- _WHAT YOU SHOULD DO_
Among these entries, how many lines have the string "nodes" in them? Only the number is needed.

START RECORD EXCERPTS

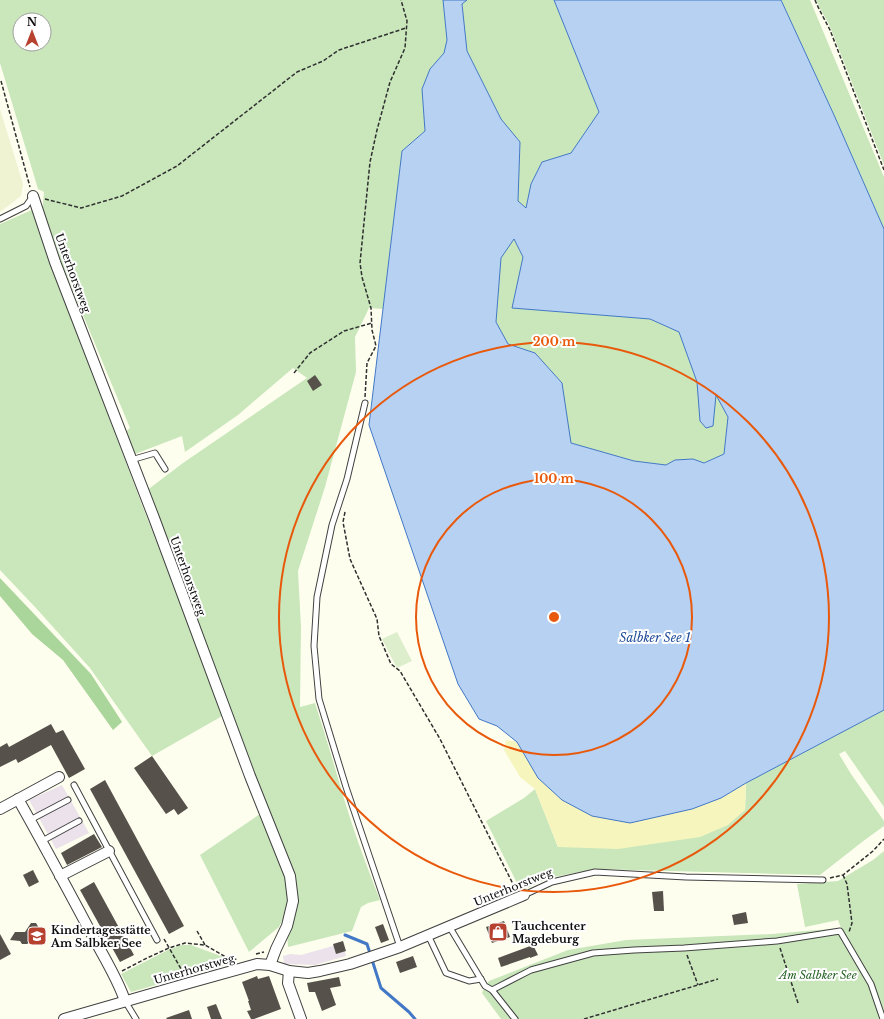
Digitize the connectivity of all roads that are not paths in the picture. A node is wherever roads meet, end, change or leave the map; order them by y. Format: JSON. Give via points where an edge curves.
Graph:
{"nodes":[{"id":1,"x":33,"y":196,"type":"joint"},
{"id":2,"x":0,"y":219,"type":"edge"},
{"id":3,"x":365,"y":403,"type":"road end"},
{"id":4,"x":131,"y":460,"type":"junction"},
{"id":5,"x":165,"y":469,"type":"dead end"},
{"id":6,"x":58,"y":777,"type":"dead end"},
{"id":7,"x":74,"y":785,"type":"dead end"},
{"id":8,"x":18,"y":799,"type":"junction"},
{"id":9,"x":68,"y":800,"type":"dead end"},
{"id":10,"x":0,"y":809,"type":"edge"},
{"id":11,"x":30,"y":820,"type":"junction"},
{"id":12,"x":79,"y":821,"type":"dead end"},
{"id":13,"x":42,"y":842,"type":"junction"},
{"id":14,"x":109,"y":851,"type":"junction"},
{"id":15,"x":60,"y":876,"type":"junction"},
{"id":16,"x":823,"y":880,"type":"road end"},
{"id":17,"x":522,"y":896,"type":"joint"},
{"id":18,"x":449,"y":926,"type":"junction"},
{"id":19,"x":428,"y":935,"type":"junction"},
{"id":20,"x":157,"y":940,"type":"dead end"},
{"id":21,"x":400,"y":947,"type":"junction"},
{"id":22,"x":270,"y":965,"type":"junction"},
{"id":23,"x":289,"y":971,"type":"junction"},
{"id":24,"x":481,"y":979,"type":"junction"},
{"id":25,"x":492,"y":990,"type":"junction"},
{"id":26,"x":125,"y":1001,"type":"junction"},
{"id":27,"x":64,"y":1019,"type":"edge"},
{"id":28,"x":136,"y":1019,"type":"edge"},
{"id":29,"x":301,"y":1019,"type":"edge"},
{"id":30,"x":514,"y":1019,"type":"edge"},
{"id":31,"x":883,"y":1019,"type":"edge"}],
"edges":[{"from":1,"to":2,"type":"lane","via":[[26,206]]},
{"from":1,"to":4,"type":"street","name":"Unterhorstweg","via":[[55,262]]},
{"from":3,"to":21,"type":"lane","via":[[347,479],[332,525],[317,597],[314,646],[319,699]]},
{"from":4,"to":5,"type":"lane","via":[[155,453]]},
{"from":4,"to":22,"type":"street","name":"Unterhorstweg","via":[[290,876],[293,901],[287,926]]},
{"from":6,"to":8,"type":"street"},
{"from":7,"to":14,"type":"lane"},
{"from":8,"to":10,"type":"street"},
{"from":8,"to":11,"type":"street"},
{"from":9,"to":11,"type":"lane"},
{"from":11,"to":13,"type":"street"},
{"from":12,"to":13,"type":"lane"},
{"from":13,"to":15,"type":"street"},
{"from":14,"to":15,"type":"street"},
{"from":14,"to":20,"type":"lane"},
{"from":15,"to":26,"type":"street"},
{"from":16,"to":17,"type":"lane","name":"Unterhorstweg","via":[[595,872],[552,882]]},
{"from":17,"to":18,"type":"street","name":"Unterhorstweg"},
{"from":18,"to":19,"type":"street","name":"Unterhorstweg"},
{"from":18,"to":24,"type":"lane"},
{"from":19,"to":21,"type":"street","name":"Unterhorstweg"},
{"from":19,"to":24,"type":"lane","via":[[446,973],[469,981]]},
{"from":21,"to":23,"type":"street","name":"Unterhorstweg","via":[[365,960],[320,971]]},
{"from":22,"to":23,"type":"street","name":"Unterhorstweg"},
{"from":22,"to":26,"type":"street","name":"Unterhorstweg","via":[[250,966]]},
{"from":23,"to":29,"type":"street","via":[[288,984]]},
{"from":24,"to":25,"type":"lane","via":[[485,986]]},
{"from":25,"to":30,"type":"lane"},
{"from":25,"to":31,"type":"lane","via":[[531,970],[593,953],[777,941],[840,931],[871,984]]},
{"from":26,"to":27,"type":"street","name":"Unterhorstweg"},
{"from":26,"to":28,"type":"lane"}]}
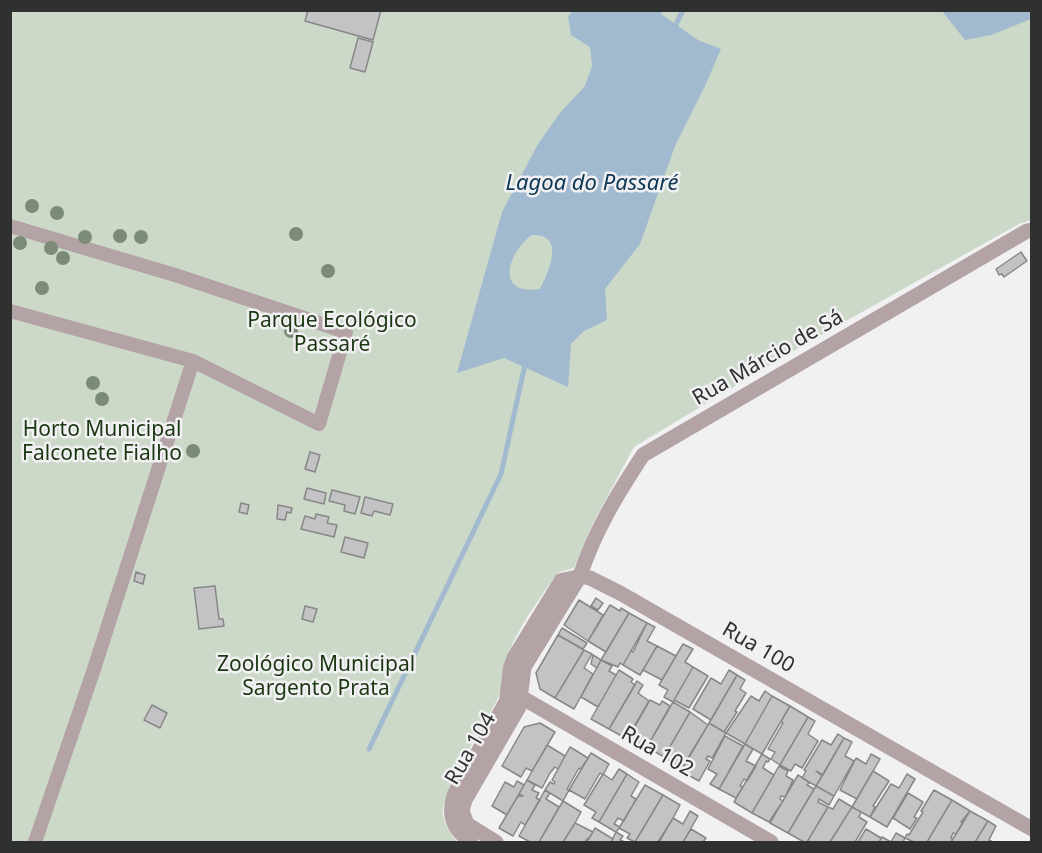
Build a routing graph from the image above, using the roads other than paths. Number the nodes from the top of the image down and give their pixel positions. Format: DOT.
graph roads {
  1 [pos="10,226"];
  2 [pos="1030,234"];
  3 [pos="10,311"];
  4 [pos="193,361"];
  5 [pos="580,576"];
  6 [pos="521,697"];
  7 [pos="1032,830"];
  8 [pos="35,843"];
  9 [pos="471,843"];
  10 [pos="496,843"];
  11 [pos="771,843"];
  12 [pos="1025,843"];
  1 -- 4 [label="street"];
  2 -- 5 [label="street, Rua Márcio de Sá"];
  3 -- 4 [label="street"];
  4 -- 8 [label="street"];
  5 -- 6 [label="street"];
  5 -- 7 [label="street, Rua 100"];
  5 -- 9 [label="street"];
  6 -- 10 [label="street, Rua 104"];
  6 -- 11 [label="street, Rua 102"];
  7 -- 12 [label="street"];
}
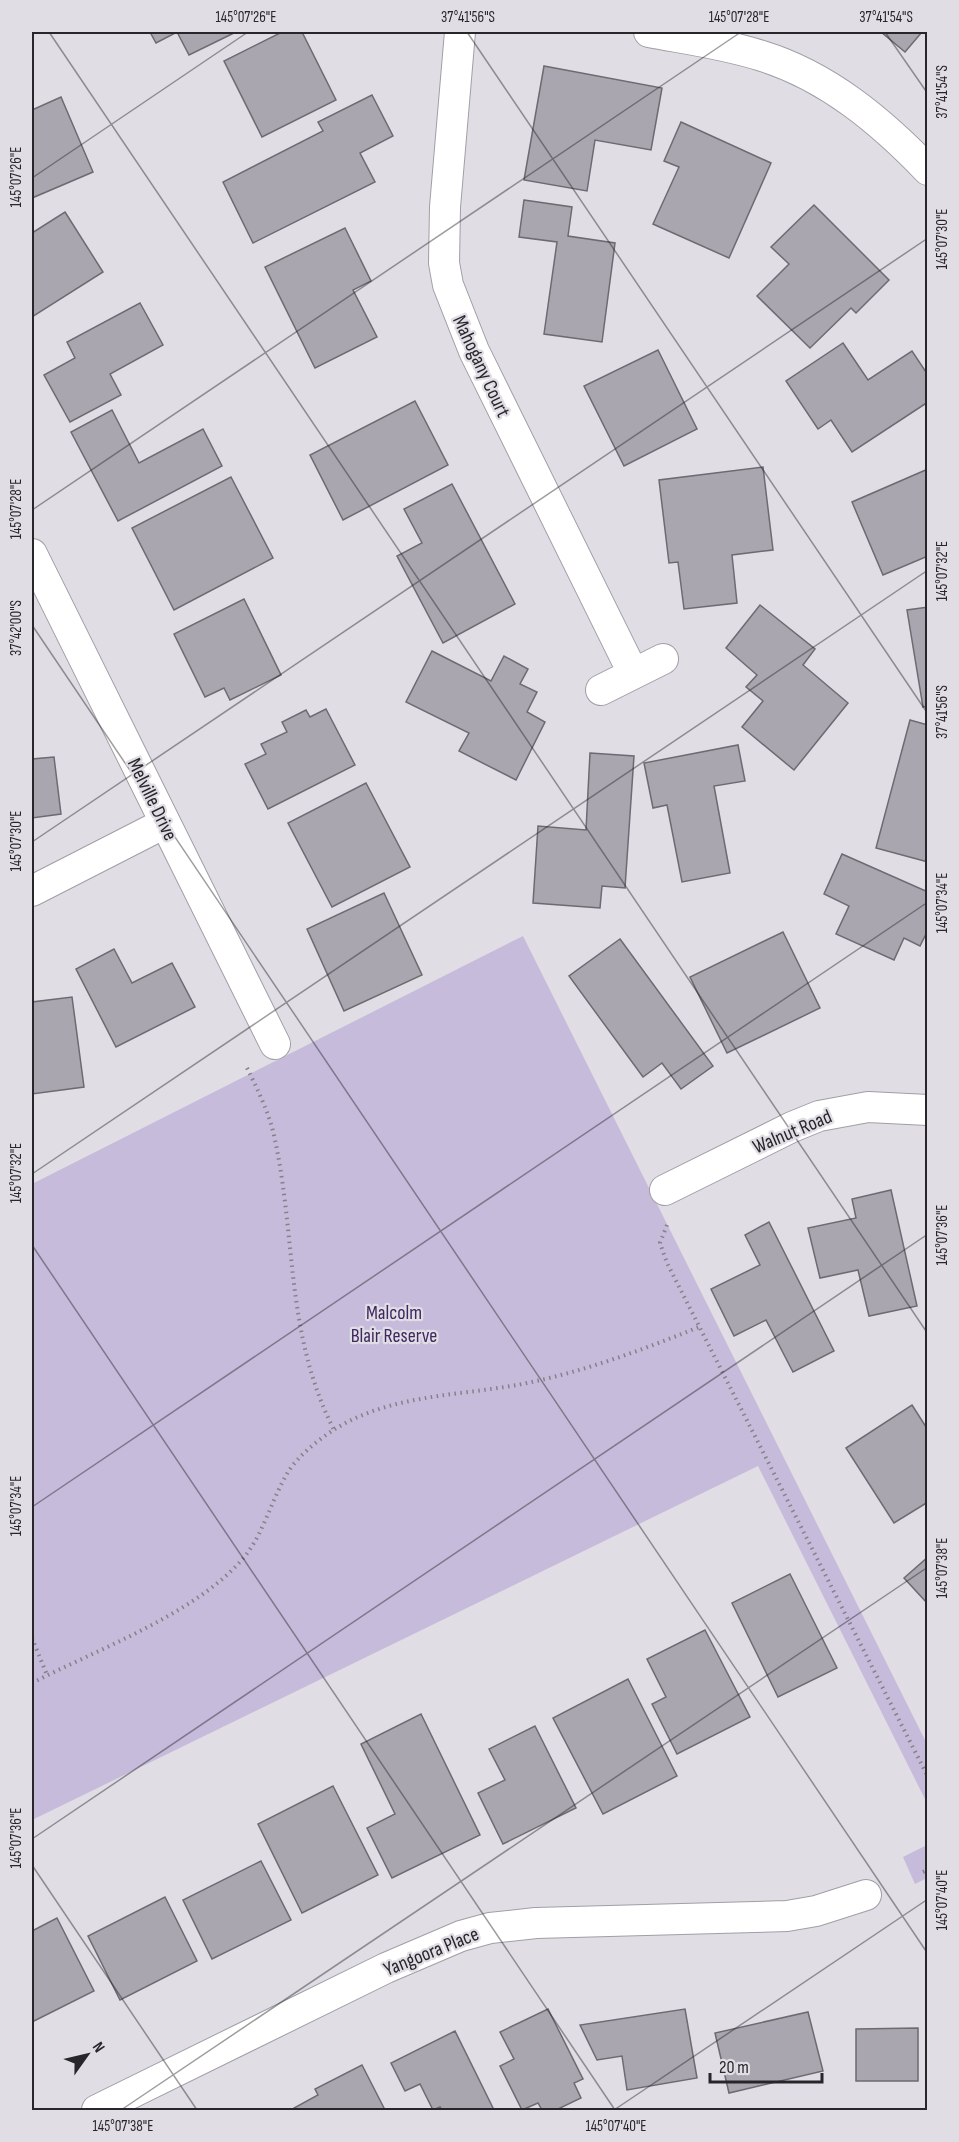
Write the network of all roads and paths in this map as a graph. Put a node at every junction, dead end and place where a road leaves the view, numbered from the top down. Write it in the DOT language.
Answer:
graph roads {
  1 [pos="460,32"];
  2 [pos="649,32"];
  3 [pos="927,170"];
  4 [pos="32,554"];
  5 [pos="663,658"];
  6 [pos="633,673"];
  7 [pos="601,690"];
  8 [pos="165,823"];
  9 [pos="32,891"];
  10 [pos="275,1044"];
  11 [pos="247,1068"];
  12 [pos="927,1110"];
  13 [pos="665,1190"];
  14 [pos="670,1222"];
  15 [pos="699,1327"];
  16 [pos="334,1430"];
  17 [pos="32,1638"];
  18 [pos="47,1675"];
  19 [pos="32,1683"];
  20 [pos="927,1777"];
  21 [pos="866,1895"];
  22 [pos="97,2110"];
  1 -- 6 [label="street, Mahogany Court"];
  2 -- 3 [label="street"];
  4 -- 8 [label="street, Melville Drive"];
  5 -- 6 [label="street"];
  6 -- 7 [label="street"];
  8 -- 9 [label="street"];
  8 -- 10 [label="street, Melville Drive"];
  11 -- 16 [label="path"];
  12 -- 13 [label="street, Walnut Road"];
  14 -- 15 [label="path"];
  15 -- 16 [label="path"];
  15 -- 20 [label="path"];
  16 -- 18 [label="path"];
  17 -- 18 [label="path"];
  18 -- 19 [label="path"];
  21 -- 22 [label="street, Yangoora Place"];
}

END RECORD EXCERPTS

- _SOLUTION_
2